◆ **Problem details**
Pull each line with the string "Albersfeld" from the entries.

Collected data
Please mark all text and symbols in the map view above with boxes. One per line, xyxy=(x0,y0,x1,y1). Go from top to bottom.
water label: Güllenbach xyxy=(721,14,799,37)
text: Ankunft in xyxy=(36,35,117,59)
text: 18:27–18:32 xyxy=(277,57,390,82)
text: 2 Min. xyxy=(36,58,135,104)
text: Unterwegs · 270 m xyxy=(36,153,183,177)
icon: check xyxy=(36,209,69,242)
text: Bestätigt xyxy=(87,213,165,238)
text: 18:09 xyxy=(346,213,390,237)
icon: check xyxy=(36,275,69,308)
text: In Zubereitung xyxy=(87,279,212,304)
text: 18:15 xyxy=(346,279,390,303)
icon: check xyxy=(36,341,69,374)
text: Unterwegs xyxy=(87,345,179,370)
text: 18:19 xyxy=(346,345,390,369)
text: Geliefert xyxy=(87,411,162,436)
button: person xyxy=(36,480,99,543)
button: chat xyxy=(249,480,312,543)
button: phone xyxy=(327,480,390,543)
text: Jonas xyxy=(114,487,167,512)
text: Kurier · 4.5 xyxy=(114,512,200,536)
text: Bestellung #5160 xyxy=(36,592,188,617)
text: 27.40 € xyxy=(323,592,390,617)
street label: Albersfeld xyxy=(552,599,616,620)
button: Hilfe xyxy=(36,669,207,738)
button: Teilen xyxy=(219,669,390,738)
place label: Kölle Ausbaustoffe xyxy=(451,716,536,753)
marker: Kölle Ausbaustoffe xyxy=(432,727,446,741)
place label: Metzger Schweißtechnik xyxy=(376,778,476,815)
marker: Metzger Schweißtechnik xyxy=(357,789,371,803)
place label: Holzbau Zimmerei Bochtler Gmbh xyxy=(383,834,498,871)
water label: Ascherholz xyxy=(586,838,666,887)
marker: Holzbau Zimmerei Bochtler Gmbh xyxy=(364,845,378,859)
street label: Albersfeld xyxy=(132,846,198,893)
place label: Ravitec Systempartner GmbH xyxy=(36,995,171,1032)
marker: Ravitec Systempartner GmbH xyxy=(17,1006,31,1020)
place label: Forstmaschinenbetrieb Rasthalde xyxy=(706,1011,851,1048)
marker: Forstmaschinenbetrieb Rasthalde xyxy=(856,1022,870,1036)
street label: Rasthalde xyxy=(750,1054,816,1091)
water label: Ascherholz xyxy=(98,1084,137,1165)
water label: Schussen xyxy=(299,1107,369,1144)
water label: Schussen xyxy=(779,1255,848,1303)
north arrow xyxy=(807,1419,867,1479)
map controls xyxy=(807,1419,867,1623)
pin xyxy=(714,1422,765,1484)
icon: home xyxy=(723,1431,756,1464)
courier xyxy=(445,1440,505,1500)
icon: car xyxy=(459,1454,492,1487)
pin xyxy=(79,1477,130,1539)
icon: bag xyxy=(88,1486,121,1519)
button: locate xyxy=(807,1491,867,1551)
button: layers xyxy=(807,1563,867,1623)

◆ **Solution to this exercise**
street label: Albersfeld xyxy=(552,599,616,620)
street label: Albersfeld xyxy=(132,846,198,893)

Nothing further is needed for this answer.